1. 研究目的与意义、国内外研究现状(文献综述)
病原细菌一般通过分泌系统介导对宿主的致病作用,革兰氏阴性病原细菌能够分泌蛋白毒素进入外界环境,或者直接作用真核细胞的靶位点使宿主致病[1]。
目前已发现革兰氏阴性细菌至少存在6种分泌系统,即Ⅰ型到Ⅵ型(t1ss到t6ss),t6ss是最新发现的一种分泌系统,广泛存在于革兰氏阴性菌变形菌门的细菌中[2],主要由构成分泌系统的结构蛋白、形成跨膜管道结构的转位蛋白、分泌蛋白以及一些对分泌系统起辅助功能的蛋白组成[3][4]。
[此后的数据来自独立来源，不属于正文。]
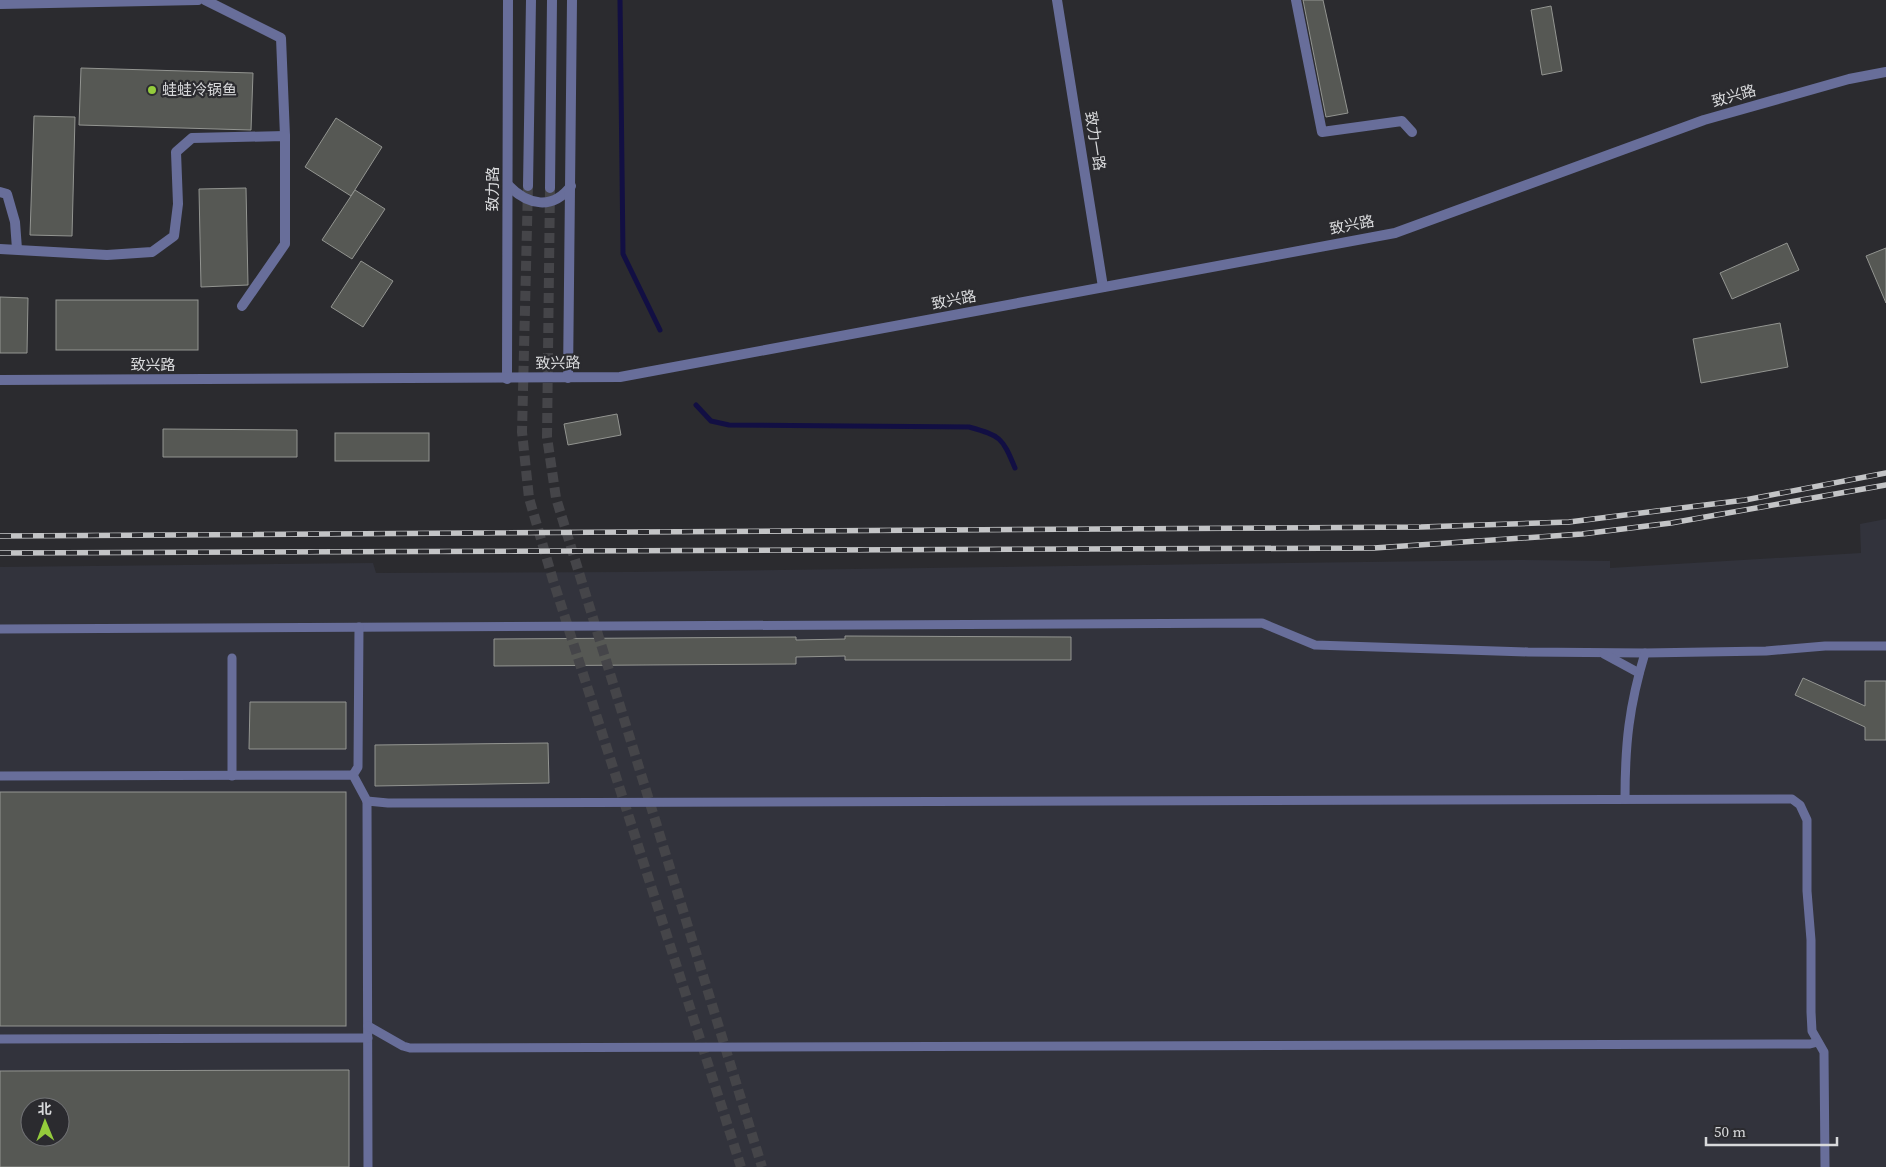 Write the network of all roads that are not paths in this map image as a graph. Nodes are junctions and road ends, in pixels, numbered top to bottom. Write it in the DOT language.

t6ss的结构装置横跨细菌细胞内膜-周质-外膜,能够一步将效应蛋白转运出去并直接到达宿主细胞内,其转位蛋白缺少n-端信号肽序列,转运过程中不需要识别分泌蛋白的n-端信号肽[5][6]。
2. 研究的基本内容和问题
目标:对沙雷氏菌中的t6ss相关蛋白进行克隆表达纯化。
内容:采用基因工程方法将沙雷氏菌的t6ss相关蛋白转入大肠杆菌进行克隆表达,并进行分离纯化。
关键问题:选择合适的载体、诱导表达条件及纯化方法,以获得表达量大、纯度高、有活性的蛋白。
3. 研究的方法与方案
研究方法:应用分子克隆、蛋白质分离纯化、琼脂糖凝胶电泳、sds-page等技术,对沙雷氏菌中的t6ss相关蛋白进行克隆表达及纯化。
技术路线:见附件。
实验方案:1 目的基因的pcr扩增及扩增产物回收纯化以serratia sp.fs14菌体为模板,引物两端引入酶切位点,通过pcr扩增获得t6ss相关蛋白的dna片段,用琼脂糖凝胶电泳检测扩增产物,回收纯化阳性条带。
4. 研究创新点
沙雷氏菌的Ⅵ型分泌系统相关蛋白目前仅有少数被纯化研究,本项目将对未被解析晶体结构的相关蛋白进行克隆表达。
5. 研究计划与进展
2014.9 文献查阅及引物设计2014.10-2014.12 目的蛋白的克隆表达2015.1 -2015.3目的蛋白的分离纯化2015.4 实验总结与论文撰写以上为大体工作的时间安排,具体工作将会根据情况进行调整或穿插进行。